[LISTED ENTRIES]

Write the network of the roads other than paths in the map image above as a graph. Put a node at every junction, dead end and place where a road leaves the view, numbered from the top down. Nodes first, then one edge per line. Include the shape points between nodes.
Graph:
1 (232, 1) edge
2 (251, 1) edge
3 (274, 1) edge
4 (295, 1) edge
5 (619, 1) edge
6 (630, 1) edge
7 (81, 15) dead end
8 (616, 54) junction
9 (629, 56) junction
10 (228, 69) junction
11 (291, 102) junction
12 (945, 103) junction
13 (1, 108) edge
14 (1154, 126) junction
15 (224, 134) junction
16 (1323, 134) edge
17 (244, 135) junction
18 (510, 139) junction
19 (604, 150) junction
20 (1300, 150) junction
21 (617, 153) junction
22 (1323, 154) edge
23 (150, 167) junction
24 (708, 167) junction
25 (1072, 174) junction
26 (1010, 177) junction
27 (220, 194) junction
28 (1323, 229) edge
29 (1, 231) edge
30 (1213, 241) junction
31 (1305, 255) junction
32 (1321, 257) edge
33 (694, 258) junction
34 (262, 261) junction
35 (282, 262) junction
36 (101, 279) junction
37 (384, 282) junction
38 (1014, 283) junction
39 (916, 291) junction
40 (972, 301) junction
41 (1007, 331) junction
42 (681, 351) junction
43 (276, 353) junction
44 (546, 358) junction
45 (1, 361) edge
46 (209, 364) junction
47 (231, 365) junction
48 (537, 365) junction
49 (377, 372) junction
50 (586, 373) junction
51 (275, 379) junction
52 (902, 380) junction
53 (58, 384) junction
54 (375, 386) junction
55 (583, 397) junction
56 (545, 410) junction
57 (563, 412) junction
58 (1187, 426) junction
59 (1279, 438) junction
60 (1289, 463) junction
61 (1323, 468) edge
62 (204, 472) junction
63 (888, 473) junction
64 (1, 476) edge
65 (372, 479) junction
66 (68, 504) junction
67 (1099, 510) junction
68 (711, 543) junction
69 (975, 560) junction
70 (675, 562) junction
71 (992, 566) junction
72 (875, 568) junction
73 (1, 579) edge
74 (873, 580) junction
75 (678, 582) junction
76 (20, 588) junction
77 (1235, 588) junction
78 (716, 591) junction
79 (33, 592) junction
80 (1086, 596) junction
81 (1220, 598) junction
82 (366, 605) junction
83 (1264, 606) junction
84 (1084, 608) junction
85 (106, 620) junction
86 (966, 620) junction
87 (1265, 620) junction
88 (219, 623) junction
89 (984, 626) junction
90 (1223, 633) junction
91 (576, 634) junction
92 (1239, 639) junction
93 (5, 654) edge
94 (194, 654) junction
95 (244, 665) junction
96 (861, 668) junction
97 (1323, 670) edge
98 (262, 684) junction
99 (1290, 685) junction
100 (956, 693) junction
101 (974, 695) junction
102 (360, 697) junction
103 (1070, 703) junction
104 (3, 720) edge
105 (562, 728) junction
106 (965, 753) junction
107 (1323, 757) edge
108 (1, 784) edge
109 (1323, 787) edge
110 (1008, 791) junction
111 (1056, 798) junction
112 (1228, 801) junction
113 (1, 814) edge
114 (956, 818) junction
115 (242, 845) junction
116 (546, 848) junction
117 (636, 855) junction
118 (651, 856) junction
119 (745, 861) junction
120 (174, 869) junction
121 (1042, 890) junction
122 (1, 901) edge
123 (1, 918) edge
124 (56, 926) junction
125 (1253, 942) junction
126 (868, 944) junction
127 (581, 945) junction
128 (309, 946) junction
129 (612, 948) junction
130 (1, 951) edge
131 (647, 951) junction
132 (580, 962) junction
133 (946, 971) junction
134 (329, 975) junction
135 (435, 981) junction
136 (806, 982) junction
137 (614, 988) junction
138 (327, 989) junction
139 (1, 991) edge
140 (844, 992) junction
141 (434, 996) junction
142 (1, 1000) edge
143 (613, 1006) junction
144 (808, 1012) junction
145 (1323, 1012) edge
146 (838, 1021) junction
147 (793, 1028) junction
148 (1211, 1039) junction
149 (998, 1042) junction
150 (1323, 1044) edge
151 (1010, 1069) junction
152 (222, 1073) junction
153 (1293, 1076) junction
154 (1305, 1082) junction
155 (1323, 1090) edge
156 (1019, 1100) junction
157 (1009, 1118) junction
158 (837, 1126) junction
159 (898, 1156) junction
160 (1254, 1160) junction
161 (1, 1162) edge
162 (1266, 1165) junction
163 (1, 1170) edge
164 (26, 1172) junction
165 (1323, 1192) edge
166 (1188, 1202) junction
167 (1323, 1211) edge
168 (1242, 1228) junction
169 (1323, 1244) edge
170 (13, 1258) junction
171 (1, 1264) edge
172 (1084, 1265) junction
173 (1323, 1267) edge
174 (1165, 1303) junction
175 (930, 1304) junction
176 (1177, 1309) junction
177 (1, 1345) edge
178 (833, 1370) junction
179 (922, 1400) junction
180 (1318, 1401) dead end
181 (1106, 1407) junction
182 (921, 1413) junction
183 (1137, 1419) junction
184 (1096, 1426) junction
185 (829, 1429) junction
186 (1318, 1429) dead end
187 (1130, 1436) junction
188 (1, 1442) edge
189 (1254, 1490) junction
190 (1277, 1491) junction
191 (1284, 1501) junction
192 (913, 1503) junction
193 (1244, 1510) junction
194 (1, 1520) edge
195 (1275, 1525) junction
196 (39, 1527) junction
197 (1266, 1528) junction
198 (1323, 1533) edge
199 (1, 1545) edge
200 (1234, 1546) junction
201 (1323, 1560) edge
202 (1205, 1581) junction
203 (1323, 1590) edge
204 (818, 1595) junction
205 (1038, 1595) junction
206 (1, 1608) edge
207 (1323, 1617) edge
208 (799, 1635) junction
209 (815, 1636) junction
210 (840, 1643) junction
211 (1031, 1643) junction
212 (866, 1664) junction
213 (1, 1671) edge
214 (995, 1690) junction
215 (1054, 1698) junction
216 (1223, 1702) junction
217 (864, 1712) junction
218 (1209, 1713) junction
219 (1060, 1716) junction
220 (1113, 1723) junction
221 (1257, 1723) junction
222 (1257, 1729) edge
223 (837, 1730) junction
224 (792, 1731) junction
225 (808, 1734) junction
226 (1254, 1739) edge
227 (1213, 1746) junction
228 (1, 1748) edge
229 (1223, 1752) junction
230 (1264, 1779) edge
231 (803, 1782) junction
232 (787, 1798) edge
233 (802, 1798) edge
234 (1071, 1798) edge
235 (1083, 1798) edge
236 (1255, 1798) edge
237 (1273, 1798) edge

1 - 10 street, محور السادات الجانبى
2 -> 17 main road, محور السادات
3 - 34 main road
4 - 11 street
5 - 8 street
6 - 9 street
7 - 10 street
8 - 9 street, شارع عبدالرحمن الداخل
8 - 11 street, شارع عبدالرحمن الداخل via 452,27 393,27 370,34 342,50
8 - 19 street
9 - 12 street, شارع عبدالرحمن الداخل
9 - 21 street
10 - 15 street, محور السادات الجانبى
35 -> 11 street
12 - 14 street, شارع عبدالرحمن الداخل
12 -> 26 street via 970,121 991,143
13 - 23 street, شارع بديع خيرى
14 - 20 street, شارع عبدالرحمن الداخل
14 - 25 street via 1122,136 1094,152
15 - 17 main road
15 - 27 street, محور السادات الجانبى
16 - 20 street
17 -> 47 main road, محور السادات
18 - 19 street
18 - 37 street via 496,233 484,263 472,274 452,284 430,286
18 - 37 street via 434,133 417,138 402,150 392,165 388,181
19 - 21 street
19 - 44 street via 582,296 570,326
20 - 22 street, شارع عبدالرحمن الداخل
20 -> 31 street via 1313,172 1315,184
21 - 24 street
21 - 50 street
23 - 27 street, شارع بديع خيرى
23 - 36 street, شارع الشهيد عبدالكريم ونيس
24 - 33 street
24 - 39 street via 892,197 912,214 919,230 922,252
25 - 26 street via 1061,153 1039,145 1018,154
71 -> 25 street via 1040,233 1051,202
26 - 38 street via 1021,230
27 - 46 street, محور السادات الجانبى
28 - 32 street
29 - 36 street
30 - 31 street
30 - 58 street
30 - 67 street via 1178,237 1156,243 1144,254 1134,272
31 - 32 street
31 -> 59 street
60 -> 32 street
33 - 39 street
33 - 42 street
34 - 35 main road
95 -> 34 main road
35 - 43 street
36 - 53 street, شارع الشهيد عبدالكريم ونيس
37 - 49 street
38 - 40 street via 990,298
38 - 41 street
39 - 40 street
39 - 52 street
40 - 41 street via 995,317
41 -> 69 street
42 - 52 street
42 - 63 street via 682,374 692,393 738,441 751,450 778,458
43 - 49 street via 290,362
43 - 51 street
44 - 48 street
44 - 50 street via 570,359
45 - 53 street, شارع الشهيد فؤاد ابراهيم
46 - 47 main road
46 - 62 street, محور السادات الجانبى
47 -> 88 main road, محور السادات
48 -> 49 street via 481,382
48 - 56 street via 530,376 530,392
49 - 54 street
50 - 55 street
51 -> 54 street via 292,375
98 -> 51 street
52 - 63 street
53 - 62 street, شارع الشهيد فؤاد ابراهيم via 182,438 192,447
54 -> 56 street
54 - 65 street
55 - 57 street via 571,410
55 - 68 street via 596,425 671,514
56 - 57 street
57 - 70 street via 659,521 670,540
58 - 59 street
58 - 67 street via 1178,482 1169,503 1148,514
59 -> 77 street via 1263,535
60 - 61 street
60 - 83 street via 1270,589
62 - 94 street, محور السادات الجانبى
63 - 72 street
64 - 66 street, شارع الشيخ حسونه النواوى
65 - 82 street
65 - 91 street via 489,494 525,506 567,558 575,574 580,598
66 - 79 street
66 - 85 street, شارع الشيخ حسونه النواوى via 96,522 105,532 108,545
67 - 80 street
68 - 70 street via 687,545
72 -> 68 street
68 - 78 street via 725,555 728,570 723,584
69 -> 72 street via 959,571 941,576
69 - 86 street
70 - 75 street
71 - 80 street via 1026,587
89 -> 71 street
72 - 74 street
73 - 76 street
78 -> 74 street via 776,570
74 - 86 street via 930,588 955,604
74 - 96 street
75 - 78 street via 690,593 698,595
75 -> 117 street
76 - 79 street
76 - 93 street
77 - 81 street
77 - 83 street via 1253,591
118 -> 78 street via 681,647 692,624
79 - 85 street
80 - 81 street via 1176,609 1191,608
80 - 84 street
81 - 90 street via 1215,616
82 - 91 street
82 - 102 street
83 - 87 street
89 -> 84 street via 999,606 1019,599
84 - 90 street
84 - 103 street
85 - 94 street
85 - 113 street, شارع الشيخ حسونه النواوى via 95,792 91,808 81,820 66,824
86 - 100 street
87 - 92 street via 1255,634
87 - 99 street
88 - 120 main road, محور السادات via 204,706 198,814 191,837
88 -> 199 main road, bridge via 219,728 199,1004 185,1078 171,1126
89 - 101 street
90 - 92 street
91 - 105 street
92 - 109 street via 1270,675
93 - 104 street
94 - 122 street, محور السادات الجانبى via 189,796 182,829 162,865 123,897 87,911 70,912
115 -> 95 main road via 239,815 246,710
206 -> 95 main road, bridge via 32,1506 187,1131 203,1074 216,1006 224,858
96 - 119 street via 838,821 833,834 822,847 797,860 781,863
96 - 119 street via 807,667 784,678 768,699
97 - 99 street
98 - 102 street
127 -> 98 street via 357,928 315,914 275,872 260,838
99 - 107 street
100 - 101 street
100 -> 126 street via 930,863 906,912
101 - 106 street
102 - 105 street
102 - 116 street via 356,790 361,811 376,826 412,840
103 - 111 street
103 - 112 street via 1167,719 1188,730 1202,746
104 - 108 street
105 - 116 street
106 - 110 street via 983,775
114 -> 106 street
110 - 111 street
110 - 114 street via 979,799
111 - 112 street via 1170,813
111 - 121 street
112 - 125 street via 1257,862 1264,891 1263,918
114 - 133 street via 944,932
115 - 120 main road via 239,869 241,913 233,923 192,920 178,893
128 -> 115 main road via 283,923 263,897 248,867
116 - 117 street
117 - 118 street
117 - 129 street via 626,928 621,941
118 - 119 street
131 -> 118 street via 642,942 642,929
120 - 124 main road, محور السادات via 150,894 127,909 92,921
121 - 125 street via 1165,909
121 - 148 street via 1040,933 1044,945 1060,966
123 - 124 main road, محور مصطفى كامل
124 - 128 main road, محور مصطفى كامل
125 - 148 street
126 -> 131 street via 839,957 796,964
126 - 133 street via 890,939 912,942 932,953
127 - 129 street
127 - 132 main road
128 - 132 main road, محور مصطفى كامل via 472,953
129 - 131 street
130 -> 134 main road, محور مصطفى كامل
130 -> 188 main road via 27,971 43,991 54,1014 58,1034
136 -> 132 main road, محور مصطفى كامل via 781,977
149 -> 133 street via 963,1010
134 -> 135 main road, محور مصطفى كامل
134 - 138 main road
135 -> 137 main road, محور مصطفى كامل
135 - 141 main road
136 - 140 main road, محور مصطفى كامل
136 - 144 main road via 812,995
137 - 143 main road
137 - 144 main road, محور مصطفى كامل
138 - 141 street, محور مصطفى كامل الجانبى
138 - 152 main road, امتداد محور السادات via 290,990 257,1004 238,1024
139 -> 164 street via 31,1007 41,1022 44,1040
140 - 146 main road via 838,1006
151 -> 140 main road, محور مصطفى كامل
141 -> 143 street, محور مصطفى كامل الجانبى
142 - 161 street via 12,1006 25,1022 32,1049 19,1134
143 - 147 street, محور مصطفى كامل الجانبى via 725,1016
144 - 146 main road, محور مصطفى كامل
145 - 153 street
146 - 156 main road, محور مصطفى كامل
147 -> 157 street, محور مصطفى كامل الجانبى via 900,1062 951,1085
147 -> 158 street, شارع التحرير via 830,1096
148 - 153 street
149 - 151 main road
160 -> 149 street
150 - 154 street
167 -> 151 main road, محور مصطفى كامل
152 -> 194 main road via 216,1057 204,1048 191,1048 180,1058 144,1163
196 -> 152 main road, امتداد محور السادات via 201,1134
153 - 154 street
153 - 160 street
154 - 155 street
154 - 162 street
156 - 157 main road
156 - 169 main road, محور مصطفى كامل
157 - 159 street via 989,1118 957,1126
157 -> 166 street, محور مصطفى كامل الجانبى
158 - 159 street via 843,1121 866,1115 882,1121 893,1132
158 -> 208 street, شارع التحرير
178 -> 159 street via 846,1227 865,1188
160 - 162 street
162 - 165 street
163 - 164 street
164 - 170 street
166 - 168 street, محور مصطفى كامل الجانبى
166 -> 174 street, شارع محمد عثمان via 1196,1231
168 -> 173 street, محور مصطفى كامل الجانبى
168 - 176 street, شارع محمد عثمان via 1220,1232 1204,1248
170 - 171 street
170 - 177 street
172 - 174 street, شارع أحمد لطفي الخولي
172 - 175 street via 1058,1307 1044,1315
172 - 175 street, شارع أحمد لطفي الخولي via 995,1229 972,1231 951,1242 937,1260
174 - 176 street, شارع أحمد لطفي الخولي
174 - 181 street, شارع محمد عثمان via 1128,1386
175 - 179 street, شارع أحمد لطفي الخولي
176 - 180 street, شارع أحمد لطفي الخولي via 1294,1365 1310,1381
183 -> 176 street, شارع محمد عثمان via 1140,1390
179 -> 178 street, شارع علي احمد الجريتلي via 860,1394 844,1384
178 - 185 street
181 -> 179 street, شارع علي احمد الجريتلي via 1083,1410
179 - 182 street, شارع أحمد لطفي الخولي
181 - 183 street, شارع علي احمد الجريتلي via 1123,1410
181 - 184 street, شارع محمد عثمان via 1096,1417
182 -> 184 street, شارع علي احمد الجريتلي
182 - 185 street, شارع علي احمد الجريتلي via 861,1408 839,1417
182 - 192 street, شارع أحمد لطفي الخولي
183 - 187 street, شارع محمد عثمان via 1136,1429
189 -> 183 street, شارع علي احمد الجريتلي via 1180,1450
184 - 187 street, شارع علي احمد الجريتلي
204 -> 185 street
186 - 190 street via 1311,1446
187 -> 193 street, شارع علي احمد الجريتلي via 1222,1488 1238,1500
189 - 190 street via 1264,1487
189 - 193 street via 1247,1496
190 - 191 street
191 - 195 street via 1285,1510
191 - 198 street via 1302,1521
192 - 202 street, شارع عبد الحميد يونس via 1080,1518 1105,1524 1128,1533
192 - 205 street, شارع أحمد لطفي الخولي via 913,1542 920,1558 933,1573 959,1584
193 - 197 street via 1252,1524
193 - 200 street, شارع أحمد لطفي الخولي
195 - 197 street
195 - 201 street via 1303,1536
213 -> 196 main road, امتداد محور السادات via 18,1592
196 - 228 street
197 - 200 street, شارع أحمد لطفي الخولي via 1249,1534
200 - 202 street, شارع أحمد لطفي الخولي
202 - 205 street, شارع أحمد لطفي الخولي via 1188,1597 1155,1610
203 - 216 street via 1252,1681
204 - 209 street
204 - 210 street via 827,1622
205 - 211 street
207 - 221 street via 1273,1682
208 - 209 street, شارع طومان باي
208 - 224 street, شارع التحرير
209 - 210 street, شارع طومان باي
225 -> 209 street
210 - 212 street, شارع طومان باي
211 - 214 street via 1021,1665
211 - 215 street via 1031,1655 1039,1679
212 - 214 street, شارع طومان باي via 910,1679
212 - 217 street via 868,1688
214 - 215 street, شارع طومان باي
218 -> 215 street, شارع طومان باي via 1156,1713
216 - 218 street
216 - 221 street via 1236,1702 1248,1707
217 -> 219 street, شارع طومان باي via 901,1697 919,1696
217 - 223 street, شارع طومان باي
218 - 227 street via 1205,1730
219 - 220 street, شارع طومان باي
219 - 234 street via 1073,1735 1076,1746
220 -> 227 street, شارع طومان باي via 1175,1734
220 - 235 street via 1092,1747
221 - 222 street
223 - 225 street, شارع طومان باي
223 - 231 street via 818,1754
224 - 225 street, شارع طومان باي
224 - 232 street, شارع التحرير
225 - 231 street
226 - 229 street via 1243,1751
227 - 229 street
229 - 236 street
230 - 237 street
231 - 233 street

[/LISTED ENTRIES]

*EXERCISE REQUIREMENTS*: The lines holding the word "عبدالرحمن" are the answer. Pull them out of the records and copy them.

*EXERCISE RESPONSE*:
8 - 9 street, شارع عبدالرحمن الداخل
8 - 11 street, شارع عبدالرحمن الداخل via 452,27 393,27 370,34 342,50
9 - 12 street, شارع عبدالرحمن الداخل
12 - 14 street, شارع عبدالرحمن الداخل
14 - 20 street, شارع عبدالرحمن الداخل
20 - 22 street, شارع عبدالرحمن الداخل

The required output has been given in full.